Records to use —
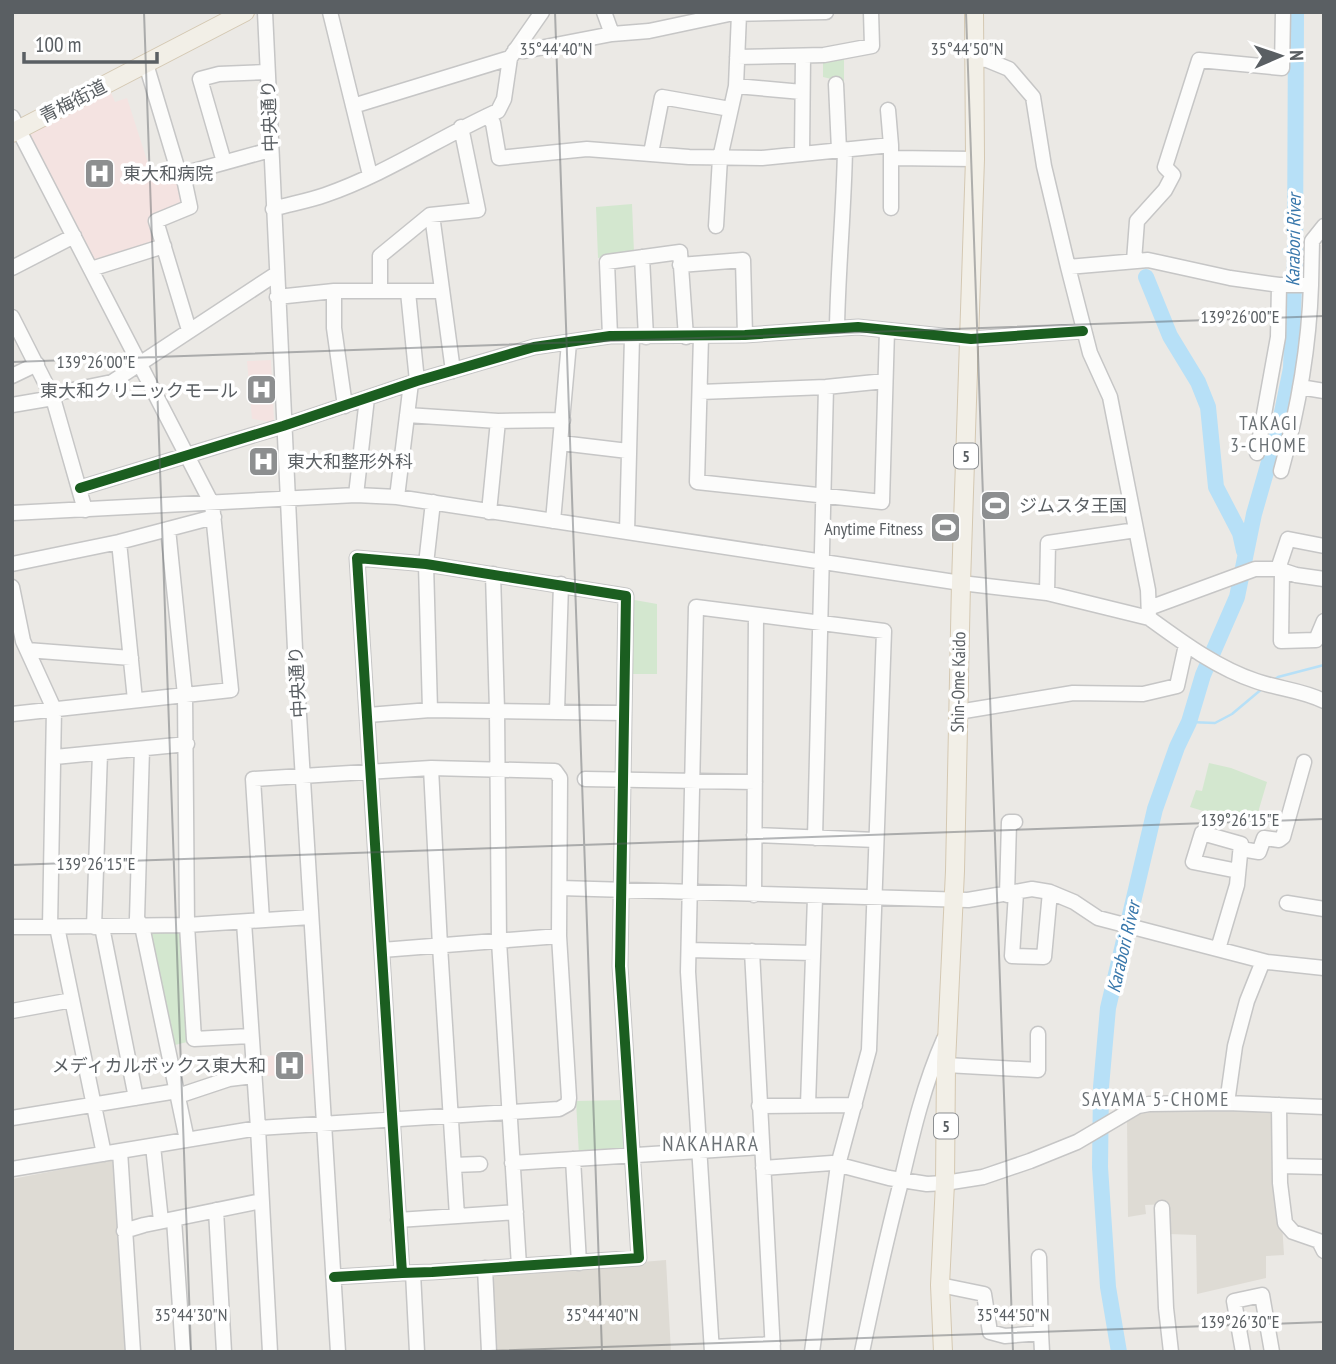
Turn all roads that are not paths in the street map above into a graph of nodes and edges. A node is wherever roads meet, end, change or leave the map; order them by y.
1 (245, 12) edge
2 (265, 12) edge
3 (330, 12) edge
4 (542, 12) edge
5 (604, 12) edge
6 (826, 12) edge
7 (871, 12) edge
8 (974, 12) edge
9 (1283, 12) edge
10 (739, 13) edge
11 (690, 17) edge
12 (612, 34) junction
13 (513, 54) junction
14 (803, 56) junction
15 (737, 57) junction
16 (975, 59) junction
17 (145, 64) junction
18 (267, 72) junction
19 (836, 84) dead end
20 (736, 86) junction
21 (802, 92) junction
22 (353, 106) junction
23 (730, 109) junction
24 (888, 110) dead end
25 (487, 116) junction
26 (14, 126) edge
27 (461, 127) junction
28 (270, 150) junction
29 (842, 150) junction
30 (891, 151) junction
31 (650, 153) junction
32 (802, 154) junction
33 (720, 158) junction
34 (975, 159) junction
35 (224, 162) junction
36 (183, 174) junction
37 (370, 175) junction
38 (891, 208) dead end
39 (273, 209) junction
40 (432, 215) junction
41 (716, 226) dead end
42 (1324, 226) edge
43 (74, 236) junction
44 (164, 246) junction
45 (642, 257) junction
46 (1133, 261) junction
47 (680, 265) junction
48 (1068, 267) junction
49 (12, 268) edge
50 (91, 270) junction
51 (276, 274) junction
52 (1281, 285) junction
53 (1309, 285) junction
54 (380, 291) junction
55 (442, 291) junction
56 (334, 292) junction
57 (408, 292) junction
58 (277, 297) junction
59 (1310, 312) junction
60 (12, 317) edge
61 (1324, 322) edge
62 (837, 327) junction
63 (189, 330) junction
64 (887, 330) junction
65 (1083, 331) junction
66 (745, 335) junction
67 (610, 336) junction
68 (694, 336) junction
69 (639, 337) junction
70 (971, 339) junction
71 (569, 343) junction
72 (37, 364) junction
73 (139, 364) junction
74 (453, 371) junction
75 (12, 376) edge
76 (886, 381) junction
77 (414, 382) junction
78 (826, 387) junction
79 (1300, 387) junction
80 (1324, 391) edge
81 (700, 393) junction
82 (53, 398) junction
83 (367, 398) junction
84 (12, 405) edge
85 (345, 406) junction
86 (407, 415) junction
87 (563, 420) junction
88 (498, 421) junction
89 (284, 426) junction
90 (561, 443) junction
91 (628, 451) junction
92 (1257, 453) dead end
93 (187, 455) junction
94 (1281, 471) dead end
95 (80, 488) junction
96 (356, 495) junction
97 (397, 497) junction
98 (824, 497) junction
99 (288, 498) junction
100 (433, 502) junction
101 (85, 510) junction
102 (213, 511) junction
103 (489, 512) junction
104 (12, 513) edge
105 (553, 521) junction
106 (168, 529) junction
107 (1136, 530) junction
108 (627, 532) junction
109 (119, 542) junction
110 (1324, 546) edge
111 (822, 562) junction
112 (12, 564) edge
113 (426, 564) junction
114 (1280, 570) junction
115 (494, 574) junction
116 (1324, 579) edge
117 (961, 583) junction
118 (561, 584) junction
119 (12, 587) edge
120 (1047, 593) junction
121 (1149, 613) junction
122 (756, 615) junction
123 (1324, 621) edge
124 (821, 623) junction
125 (1191, 648) junction
126 (27, 650) junction
127 (131, 658) junction
128 (185, 695) junction
129 (135, 701) junction
130 (1324, 701) edge
131 (54, 709) junction
132 (497, 709) junction
133 (430, 710) junction
134 (557, 711) junction
135 (958, 712) junction
136 (623, 713) junction
137 (12, 714) edge
138 (368, 715) junction
139 (187, 744) junction
140 (142, 750) junction
141 (100, 753) junction
142 (55, 757) junction
143 (1304, 762) dead end
144 (431, 768) junction
145 (496, 769) junction
146 (371, 771) junction
147 (303, 777) junction
148 (585, 779) dead end
149 (623, 780) junction
150 (691, 781) junction
151 (755, 782) junction
152 (1015, 822) dead end
153 (754, 835) junction
154 (815, 838) junction
155 (876, 840) junction
156 (1241, 849) junction
157 (1238, 872) junction
158 (561, 888) junction
159 (620, 890) junction
160 (1051, 892) junction
161 (690, 893) junction
162 (1012, 894) junction
163 (754, 895) junction
164 (814, 897) junction
165 (875, 899) junction
166 (954, 900) junction
167 (1287, 903) dead end
168 (1324, 909) edge
169 (311, 917) junction
170 (262, 920) junction
171 (244, 922) junction
172 (187, 925) junction
173 (142, 926) junction
174 (12, 927) edge
175 (54, 927) junction
176 (98, 927) junction
177 (559, 936) junction
178 (499, 941) junction
179 (440, 946) junction
180 (1218, 949) junction
181 (382, 950) junction
182 (689, 950) junction
183 (752, 951) junction
184 (813, 953) junction
185 (1263, 961) junction
186 (1324, 968) edge
187 (72, 1000) junction
188 (12, 1011) edge
189 (947, 1032) junction
190 (1038, 1034) dead end
191 (250, 1036) junction
192 (946, 1065) junction
193 (253, 1076) junction
194 (177, 1093) junction
195 (136, 1098) junction
196 (1227, 1103) junction
197 (94, 1105) junction
198 (808, 1105) junction
199 (855, 1105) junction
200 (1279, 1105) junction
201 (759, 1106) junction
202 (1324, 1107) edge
203 (509, 1113) junction
204 (451, 1116) junction
205 (12, 1118) edge
206 (393, 1119) junction
207 (324, 1124) junction
208 (258, 1128) junction
209 (187, 1140) junction
210 (153, 1146) junction
211 (761, 1147) junction
212 (120, 1151) junction
213 (700, 1151) junction
214 (104, 1154) junction
215 (631, 1155) junction
216 (573, 1159) junction
217 (513, 1163) junction
218 (480, 1164) dead end
219 (454, 1165) junction
220 (838, 1165) junction
221 (1280, 1167) junction
222 (1324, 1167) edge
223 (763, 1168) junction
224 (12, 1169) edge
225 (901, 1179) junction
226 (945, 1184) junction
227 (261, 1200) junction
228 (1162, 1208) dead end
229 (216, 1210) junction
230 (516, 1212) junction
231 (457, 1216) junction
232 (167, 1220) junction
233 (398, 1220) junction
234 (124, 1231) junction
235 (1324, 1251) edge
236 (1039, 1256) dead end
237 (579, 1263) junction
238 (519, 1266) junction
239 (485, 1268) junction
240 (407, 1273) junction
241 (334, 1277) junction
242 (940, 1285) junction
243 (1041, 1333) junction
244 (773, 1348) edge
245 (712, 1349) edge
246 (133, 1352) edge
247 (183, 1352) edge
248 (225, 1352) edge
249 (270, 1352) edge
250 (338, 1352) edge
251 (417, 1352) edge
252 (489, 1352) edge
253 (812, 1352) edge
254 (862, 1352) edge
255 (943, 1352) edge
256 (1042, 1352) edge
257 (1171, 1352) edge
258 (1243, 1352) edge
259 (1272, 1352) edge

1 - 17 main road, 青梅街道
2 - 18 street, 中央通り
3 - 22 street
4 - 13 street
5 - 12 street
6 - 10 street
7 - 14 street
8 - 16 main road, Shin-Ome Kaido / 5
9 - 46 street
10 - 11 street
10 - 15 street
11 - 12 street
12 - 13 street
13 - 22 street
13 - 25 street
14 - 15 street
14 - 21 street
15 - 20 street
16 - 34 main road, Shin-Ome Kaido / 5
16 - 48 street
17 - 26 main road, 青梅街道
17 - 36 street
18 - 28 street, 中央通り
18 - 35 street
19 - 29 street
20 - 21 street
20 - 23 street
21 - 32 street
22 - 37 street
23 - 31 street
23 - 33 street
24 - 30 street
25 - 27 street
25 - 31 street
26 - 43 street
27 - 37 street
27 - 40 street
28 - 35 street
28 - 39 street, 中央通り
29 - 30 street
29 - 32 street
29 - 62 street
30 - 34 street
30 - 38 street
31 - 33 street
32 - 33 street
33 - 41 street
34 - 70 main road, Shin-Ome Kaido / 5
35 - 36 street
36 - 44 street
37 - 39 street
39 - 51 street, 中央通り
40 - 54 street
40 - 55 street
42 - 53 street
43 - 49 street
43 - 50 street
44 - 50 street
44 - 63 street
45 - 47 street
45 - 67 street
45 - 69 street
46 - 48 street
46 - 52 street
47 - 66 street
47 - 68 street
48 - 65 street
50 - 73 street
51 - 58 street, 中央通り
51 - 63 street
52 - 53 street
52 - 92 street
53 - 59 street
54 - 56 street
54 - 57 street
55 - 57 street
55 - 74 street
56 - 58 street
56 - 85 street
57 - 77 street
58 - 89 street, 中央通り
59 - 61 street
59 - 79 street
60 - 72 street
62 - 64 street
62 - 66 street
63 - 73 street
64 - 70 street
64 - 76 street
65 - 70 street
65 - 107 street
66 - 68 street
67 - 69 street
67 - 71 street
68 - 69 street
68 - 81 street
69 - 91 street
70 - 117 main road, Shin-Ome Kaido / 5
71 - 74 street
71 - 87 street
72 - 75 street
72 - 82 street
73 - 82 street
73 - 93 street
74 - 77 street
76 - 78 street
76 - 98 street
77 - 83 street
77 - 86 street
78 - 81 street
78 - 98 street
79 - 80 street
79 - 94 street
81 - 98 street
82 - 84 street
82 - 95 street
83 - 85 street
83 - 96 street
85 - 89 street
86 - 88 street
86 - 97 street
87 - 88 street
87 - 90 street
88 - 103 street
89 - 93 street
89 - 99 street, 中央通り
90 - 91 street
90 - 105 street
91 - 108 street
93 - 95 street
93 - 102 street
95 - 101 street
96 - 97 street
96 - 99 street
97 - 100 street
98 - 111 street
99 - 102 street
99 - 147 street, 中央通り
100 - 103 street
100 - 113 street
101 - 102 street
101 - 104 street
102 - 106 street
102 - 128 street
103 - 105 street
105 - 108 street
106 - 109 street
106 - 128 street
107 - 120 street
107 - 121 street
108 - 111 street
109 - 112 street
109 - 127 street
110 - 114 street
111 - 117 street
111 - 124 street
113 - 115 street
113 - 133 street
113 - 138 street
114 - 116 street
114 - 121 street
114 - 123 street
115 - 118 street
115 - 132 street
117 - 120 street
117 - 135 main road, Shin-Ome Kaido / 5
118 - 134 street
118 - 136 street
119 - 126 street
120 - 121 street
121 - 125 street
122 - 124 street
122 - 150 street
122 - 151 street
124 - 154 street
124 - 155 street
125 - 130 street
125 - 135 street
126 - 127 street
126 - 131 street
127 - 129 street
128 - 129 street
128 - 139 street
129 - 131 street
131 - 137 street
131 - 142 street
132 - 133 street
132 - 134 street
132 - 145 street
133 - 138 street
134 - 136 street
135 - 166 main road, Shin-Ome Kaido / 5
136 - 149 street
138 - 146 street
139 - 140 street
139 - 172 street
140 - 141 street
140 - 173 street
141 - 142 street
141 - 176 street
142 - 175 street
143 - 156 street
144 - 145 street
144 - 146 street
144 - 179 street
145 - 158 street
145 - 178 street
146 - 147 street
146 - 181 street
147 - 169 street, 中央通り
147 - 170 street
148 - 149 street
149 - 150 street
149 - 159 street
150 - 151 street
150 - 161 street
151 - 153 street
152 - 162 street
153 - 154 street
153 - 163 street
154 - 155 street
155 - 165 street
156 - 157 street
156 - 157 street
157 - 180 street
158 - 159 street
158 - 177 street
159 - 161 street
159 - 215 street
160 - 162 street
160 - 162 street
160 - 180 street
161 - 163 street
161 - 182 street
162 - 166 street
163 - 164 street
164 - 165 street
164 - 184 street
165 - 166 street
165 - 199 street
166 - 189 main road, Shin-Ome Kaido / 5
167 - 168 street
169 - 170 street
169 - 207 street, 中央通り
170 - 171 street
171 - 172 street
171 - 191 street
172 - 173 street
172 - 191 street
173 - 176 street
173 - 194 street
174 - 175 street
175 - 176 street
175 - 187 street
176 - 195 street
177 - 178 street
177 - 203 street
178 - 179 street
178 - 203 street
179 - 181 street
179 - 204 street
180 - 185 street
181 - 206 street
182 - 183 street
182 - 213 street
183 - 184 street
183 - 201 street
184 - 198 street
185 - 186 street
185 - 196 street
187 - 188 street
187 - 197 street
189 - 192 main road, Shin-Ome Kaido / 5
189 - 225 street
190 - 192 street
191 - 193 street
192 - 226 main road, Shin-Ome Kaido / 5
193 - 194 street
193 - 208 street
194 - 195 street
194 - 209 street
195 - 197 street
196 - 200 street
196 - 226 street
197 - 205 street
197 - 214 street
198 - 199 street
198 - 201 street
199 - 220 street
200 - 202 street
200 - 221 street
201 - 211 street
203 - 204 street
203 - 217 street
204 - 206 street
204 - 219 street
206 - 207 street
206 - 233 street
207 - 208 street
207 - 241 street, 中央通り
208 - 209 street
208 - 227 street
209 - 210 street
210 - 212 street
210 - 232 street
211 - 213 street
211 - 223 street
212 - 214 street
212 - 234 street
213 - 215 street
213 - 245 street
214 - 224 street
215 - 216 street
215 - 237 street
216 - 217 street
216 - 237 street
217 - 230 street
218 - 219 street
219 - 231 street
220 - 223 street
220 - 225 street
220 - 253 street
221 - 222 street
221 - 235 street
223 - 244 street
225 - 226 street
225 - 254 street
226 - 242 main road, Shin-Ome Kaido / 5
227 - 229 street
227 - 249 street
228 - 257 street
229 - 232 street
229 - 248 street
230 - 231 street
230 - 238 street
231 - 233 street
232 - 234 street
232 - 247 street
233 - 240 street
234 - 246 street
236 - 243 street
237 - 238 street
238 - 239 street
239 - 240 street
239 - 252 street
240 - 241 street
240 - 251 street
241 - 250 street, 中央通り
242 - 243 street
242 - 255 main road, Shin-Ome Kaido / 5
243 - 256 street
244 - 245 street
258 - 259 street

Requirement — Please count, in the material above, the lines that hold the word "Kaido", and report only the total.

Written reply — 11